DATA ->
★ ★ ★

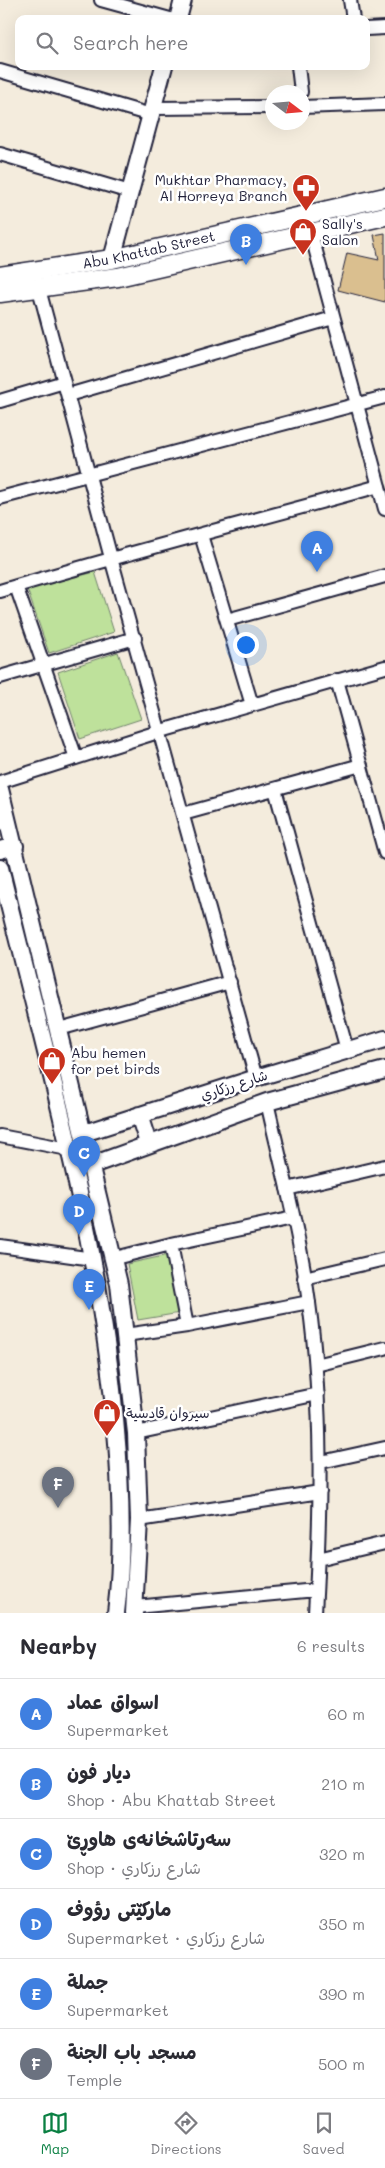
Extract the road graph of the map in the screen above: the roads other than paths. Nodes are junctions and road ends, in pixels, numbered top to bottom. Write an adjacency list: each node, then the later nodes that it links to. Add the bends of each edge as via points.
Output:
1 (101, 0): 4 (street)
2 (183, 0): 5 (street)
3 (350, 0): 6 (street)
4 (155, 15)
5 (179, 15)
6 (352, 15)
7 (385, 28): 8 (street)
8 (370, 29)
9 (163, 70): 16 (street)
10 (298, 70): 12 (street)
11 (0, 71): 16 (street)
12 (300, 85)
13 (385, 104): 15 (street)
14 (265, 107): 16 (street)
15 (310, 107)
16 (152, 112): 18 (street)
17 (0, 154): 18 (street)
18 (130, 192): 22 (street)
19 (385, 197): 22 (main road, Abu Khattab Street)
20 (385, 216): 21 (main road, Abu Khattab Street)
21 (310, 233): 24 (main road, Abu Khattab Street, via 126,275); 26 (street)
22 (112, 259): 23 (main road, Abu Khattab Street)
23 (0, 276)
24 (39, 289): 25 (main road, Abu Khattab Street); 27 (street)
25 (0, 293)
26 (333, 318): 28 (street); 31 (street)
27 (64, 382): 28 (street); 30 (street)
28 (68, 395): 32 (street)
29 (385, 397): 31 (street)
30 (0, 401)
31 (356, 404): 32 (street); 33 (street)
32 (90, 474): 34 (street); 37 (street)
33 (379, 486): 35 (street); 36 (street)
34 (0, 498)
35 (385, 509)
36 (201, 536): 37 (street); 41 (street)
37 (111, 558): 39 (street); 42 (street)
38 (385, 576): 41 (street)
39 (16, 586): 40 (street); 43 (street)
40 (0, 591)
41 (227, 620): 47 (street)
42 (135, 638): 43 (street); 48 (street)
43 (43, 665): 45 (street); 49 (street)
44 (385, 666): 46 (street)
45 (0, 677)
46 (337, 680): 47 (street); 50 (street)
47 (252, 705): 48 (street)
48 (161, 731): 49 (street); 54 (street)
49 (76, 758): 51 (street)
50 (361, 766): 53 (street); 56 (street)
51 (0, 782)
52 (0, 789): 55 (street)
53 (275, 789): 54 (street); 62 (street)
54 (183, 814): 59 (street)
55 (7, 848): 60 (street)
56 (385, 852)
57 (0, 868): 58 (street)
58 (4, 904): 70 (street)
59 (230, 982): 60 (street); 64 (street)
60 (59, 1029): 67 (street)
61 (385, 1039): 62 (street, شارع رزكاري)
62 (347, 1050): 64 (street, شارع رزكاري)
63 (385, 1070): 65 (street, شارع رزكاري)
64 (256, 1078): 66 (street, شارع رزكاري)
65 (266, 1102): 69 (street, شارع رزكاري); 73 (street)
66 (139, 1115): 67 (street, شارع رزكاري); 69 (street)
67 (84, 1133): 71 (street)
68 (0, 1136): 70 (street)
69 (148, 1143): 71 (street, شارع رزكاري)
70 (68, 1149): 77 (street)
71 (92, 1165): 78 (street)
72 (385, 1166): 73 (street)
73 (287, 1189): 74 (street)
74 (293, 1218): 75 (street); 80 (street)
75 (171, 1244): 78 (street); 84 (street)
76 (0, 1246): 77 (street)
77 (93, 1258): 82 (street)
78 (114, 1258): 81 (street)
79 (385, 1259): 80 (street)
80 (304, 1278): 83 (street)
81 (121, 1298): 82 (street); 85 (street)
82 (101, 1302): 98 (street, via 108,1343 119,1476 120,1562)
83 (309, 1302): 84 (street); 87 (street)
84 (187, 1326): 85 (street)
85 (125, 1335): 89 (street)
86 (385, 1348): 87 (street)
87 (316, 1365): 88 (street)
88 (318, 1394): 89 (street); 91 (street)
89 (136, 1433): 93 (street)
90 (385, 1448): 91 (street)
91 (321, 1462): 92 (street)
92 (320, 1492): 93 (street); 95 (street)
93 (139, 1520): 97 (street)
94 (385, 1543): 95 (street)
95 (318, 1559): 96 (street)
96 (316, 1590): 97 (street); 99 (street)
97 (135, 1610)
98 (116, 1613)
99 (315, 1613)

★ ★ ★

Leaving the pictures aside, output each entry above exactly as written.

EXERCISE ANSWER ->
Extract the road graph of the map in the screen above: the roads other than paths. Nodes are junctions and road ends, in pixels, numbered top to bottom. Write an adjacency list: each node, then the later nodes that it links to. Add the bends of each edge as via points.
Output:
1 (101, 0): 4 (street)
2 (183, 0): 5 (street)
3 (350, 0): 6 (street)
4 (155, 15)
5 (179, 15)
6 (352, 15)
7 (385, 28): 8 (street)
8 (370, 29)
9 (163, 70): 16 (street)
10 (298, 70): 12 (street)
11 (0, 71): 16 (street)
12 (300, 85)
13 (385, 104): 15 (street)
14 (265, 107): 16 (street)
15 (310, 107)
16 (152, 112): 18 (street)
17 (0, 154): 18 (street)
18 (130, 192): 22 (street)
19 (385, 197): 22 (main road, Abu Khattab Street)
20 (385, 216): 21 (main road, Abu Khattab Street)
21 (310, 233): 24 (main road, Abu Khattab Street, via 126,275); 26 (street)
22 (112, 259): 23 (main road, Abu Khattab Street)
23 (0, 276)
24 (39, 289): 25 (main road, Abu Khattab Street); 27 (street)
25 (0, 293)
26 (333, 318): 28 (street); 31 (street)
27 (64, 382): 28 (street); 30 (street)
28 (68, 395): 32 (street)
29 (385, 397): 31 (street)
30 (0, 401)
31 (356, 404): 32 (street); 33 (street)
32 (90, 474): 34 (street); 37 (street)
33 (379, 486): 35 (street); 36 (street)
34 (0, 498)
35 (385, 509)
36 (201, 536): 37 (street); 41 (street)
37 (111, 558): 39 (street); 42 (street)
38 (385, 576): 41 (street)
39 (16, 586): 40 (street); 43 (street)
40 (0, 591)
41 (227, 620): 47 (street)
42 (135, 638): 43 (street); 48 (street)
43 (43, 665): 45 (street); 49 (street)
44 (385, 666): 46 (street)
45 (0, 677)
46 (337, 680): 47 (street); 50 (street)
47 (252, 705): 48 (street)
48 (161, 731): 49 (street); 54 (street)
49 (76, 758): 51 (street)
50 (361, 766): 53 (street); 56 (street)
51 (0, 782)
52 (0, 789): 55 (street)
53 (275, 789): 54 (street); 62 (street)
54 (183, 814): 59 (street)
55 (7, 848): 60 (street)
56 (385, 852)
57 (0, 868): 58 (street)
58 (4, 904): 70 (street)
59 (230, 982): 60 (street); 64 (street)
60 (59, 1029): 67 (street)
61 (385, 1039): 62 (street, شارع رزكاري)
62 (347, 1050): 64 (street, شارع رزكاري)
63 (385, 1070): 65 (street, شارع رزكاري)
64 (256, 1078): 66 (street, شارع رزكاري)
65 (266, 1102): 69 (street, شارع رزكاري); 73 (street)
66 (139, 1115): 67 (street, شارع رزكاري); 69 (street)
67 (84, 1133): 71 (street)
68 (0, 1136): 70 (street)
69 (148, 1143): 71 (street, شارع رزكاري)
70 (68, 1149): 77 (street)
71 (92, 1165): 78 (street)
72 (385, 1166): 73 (street)
73 (287, 1189): 74 (street)
74 (293, 1218): 75 (street); 80 (street)
75 (171, 1244): 78 (street); 84 (street)
76 (0, 1246): 77 (street)
77 (93, 1258): 82 (street)
78 (114, 1258): 81 (street)
79 (385, 1259): 80 (street)
80 (304, 1278): 83 (street)
81 (121, 1298): 82 (street); 85 (street)
82 (101, 1302): 98 (street, via 108,1343 119,1476 120,1562)
83 (309, 1302): 84 (street); 87 (street)
84 (187, 1326): 85 (street)
85 (125, 1335): 89 (street)
86 (385, 1348): 87 (street)
87 (316, 1365): 88 (street)
88 (318, 1394): 89 (street); 91 (street)
89 (136, 1433): 93 (street)
90 (385, 1448): 91 (street)
91 (321, 1462): 92 (street)
92 (320, 1492): 93 (street); 95 (street)
93 (139, 1520): 97 (street)
94 (385, 1543): 95 (street)
95 (318, 1559): 96 (street)
96 (316, 1590): 97 (street); 99 (street)
97 (135, 1610)
98 (116, 1613)
99 (315, 1613)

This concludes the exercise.